その時だった。レイミは不意に自分に向けられている視線を感じた。そちらの方を思わず見やる。
そこには紙袋をぶら下げたサラリーマンが立っていた。
際だった特徴のないそのサラリーマンの持つ紙袋が妙に目立ったのでレイミはそれに視線を合わせた。
「日本大印刷…」
思わず口に出してしまう。
「あ!やっぱりそうだった!君。六本木の…」
そのサラリーマンの彼はレイミの事を知ってるような事を言おうしたが、なぜだか途中で言葉を引っ込めた。
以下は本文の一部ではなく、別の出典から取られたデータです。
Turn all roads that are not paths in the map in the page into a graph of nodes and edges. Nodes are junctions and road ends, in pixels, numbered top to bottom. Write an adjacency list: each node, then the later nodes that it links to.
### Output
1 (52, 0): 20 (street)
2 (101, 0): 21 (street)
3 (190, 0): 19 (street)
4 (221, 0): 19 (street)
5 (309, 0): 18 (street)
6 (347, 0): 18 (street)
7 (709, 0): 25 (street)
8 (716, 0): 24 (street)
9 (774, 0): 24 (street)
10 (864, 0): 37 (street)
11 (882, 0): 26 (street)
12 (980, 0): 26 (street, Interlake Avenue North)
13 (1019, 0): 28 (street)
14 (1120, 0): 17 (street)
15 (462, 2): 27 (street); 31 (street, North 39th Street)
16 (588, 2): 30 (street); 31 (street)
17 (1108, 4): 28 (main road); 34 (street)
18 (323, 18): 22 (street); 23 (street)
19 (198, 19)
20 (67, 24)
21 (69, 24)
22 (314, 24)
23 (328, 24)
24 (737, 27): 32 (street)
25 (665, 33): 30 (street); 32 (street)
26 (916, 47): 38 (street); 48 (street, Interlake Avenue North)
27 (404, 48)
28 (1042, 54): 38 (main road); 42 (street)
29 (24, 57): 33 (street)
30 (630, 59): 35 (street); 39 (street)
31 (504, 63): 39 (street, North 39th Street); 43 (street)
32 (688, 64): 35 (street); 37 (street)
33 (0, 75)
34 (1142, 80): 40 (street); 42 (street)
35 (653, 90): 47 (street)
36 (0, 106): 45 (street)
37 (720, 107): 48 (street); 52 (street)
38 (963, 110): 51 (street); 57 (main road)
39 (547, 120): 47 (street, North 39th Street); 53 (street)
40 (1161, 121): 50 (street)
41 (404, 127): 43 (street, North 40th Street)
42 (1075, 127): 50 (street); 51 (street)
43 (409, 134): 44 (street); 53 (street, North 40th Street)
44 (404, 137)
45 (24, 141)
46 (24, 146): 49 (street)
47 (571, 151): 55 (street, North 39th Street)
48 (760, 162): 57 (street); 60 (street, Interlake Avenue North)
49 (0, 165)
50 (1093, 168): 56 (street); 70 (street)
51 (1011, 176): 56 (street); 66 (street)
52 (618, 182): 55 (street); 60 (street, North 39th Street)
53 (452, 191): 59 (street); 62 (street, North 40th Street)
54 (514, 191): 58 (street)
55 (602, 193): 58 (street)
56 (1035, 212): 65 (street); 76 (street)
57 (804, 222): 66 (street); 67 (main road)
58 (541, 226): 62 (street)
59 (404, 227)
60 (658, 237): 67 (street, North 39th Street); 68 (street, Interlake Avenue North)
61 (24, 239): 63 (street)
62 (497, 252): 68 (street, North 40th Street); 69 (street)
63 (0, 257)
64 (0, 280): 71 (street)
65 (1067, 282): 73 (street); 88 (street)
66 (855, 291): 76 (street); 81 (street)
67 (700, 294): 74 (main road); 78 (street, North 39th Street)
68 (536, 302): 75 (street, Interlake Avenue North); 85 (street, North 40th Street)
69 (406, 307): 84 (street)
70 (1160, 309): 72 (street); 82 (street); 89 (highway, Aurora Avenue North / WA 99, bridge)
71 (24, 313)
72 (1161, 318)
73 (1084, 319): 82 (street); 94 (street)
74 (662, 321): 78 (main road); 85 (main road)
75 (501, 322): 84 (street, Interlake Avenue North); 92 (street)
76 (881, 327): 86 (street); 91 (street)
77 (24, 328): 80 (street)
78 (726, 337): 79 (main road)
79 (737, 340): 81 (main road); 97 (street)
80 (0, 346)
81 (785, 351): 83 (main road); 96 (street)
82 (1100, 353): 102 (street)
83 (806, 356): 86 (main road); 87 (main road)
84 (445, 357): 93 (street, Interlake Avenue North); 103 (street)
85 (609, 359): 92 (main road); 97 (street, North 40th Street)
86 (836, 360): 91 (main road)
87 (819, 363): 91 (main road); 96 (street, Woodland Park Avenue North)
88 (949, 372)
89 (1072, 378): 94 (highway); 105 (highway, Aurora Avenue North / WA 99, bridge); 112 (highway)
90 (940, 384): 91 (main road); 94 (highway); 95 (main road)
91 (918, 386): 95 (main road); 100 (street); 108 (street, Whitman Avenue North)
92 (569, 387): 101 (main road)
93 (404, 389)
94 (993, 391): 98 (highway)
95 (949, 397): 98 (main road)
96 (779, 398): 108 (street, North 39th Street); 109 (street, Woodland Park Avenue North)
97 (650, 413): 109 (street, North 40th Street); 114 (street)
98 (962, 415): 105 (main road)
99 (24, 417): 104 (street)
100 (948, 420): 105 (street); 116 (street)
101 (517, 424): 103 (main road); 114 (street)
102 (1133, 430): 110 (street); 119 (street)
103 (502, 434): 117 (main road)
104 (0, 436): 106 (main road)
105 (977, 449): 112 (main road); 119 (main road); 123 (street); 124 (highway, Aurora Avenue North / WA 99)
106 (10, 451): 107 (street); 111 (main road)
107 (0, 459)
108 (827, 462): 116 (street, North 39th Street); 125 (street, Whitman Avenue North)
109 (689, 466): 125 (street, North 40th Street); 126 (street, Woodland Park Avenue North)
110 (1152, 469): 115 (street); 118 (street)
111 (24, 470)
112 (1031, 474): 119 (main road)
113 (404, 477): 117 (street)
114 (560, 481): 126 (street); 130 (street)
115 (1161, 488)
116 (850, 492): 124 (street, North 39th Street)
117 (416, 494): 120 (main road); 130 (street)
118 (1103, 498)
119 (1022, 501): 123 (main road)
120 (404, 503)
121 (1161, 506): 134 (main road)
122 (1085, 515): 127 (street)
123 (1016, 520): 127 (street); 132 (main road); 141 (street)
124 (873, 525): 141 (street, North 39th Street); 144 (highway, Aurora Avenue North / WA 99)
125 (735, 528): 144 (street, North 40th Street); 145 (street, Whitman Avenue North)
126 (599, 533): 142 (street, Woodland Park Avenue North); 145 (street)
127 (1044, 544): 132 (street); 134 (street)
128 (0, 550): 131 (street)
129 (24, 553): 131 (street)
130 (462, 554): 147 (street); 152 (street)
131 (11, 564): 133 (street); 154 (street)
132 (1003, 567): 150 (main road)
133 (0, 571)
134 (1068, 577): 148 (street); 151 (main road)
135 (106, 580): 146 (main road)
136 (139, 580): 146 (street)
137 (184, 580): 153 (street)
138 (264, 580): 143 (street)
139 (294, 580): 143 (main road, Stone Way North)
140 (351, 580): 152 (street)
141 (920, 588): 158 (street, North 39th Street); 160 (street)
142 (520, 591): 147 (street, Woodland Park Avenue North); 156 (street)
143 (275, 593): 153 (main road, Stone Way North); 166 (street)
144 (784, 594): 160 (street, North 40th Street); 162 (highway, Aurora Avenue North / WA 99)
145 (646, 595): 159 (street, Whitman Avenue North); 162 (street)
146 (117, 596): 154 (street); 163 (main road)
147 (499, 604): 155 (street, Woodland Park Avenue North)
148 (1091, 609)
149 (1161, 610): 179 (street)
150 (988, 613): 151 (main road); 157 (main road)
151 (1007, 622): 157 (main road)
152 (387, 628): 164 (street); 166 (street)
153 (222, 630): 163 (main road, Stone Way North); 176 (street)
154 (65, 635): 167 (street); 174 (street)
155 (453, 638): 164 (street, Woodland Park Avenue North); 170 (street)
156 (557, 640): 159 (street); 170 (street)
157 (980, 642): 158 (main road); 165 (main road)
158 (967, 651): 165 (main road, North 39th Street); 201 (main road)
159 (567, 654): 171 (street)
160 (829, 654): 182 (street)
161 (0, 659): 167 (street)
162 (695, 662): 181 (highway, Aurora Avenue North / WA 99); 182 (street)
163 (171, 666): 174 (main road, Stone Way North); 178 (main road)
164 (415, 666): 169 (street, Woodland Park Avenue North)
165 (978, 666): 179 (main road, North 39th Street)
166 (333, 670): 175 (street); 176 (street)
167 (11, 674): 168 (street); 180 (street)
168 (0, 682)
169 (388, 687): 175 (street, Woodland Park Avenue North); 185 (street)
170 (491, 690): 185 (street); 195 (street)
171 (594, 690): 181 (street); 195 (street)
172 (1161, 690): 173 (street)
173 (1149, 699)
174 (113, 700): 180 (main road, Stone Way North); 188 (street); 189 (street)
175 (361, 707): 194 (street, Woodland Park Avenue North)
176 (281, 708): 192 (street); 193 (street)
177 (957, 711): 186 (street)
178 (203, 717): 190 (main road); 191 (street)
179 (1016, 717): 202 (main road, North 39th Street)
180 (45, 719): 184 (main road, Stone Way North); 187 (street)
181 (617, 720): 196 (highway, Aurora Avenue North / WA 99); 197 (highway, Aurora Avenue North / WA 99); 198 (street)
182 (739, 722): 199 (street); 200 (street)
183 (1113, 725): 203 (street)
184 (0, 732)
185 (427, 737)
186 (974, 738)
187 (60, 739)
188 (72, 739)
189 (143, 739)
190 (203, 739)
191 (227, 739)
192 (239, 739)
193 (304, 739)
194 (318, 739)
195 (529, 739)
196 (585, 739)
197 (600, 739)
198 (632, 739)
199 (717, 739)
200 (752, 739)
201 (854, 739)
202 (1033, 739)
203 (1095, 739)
レイミも記憶の糸を必死で探るが彼の次の一言がそれを一瞬で繋げた。
「名刺、忘れてごめん」
「あ!」
蘇った記憶。レイミは凄い勢いでその彼に歩み寄る。
「っ…!」
しかし言葉が出てこない。いや、言うべき言葉が見つからない。正直彼に落ち度は無い。名刺を受け取る、受け取らないかは個人の自由だ。レイミはどうしてよいのか分らず突然、彼の前で踵を返す。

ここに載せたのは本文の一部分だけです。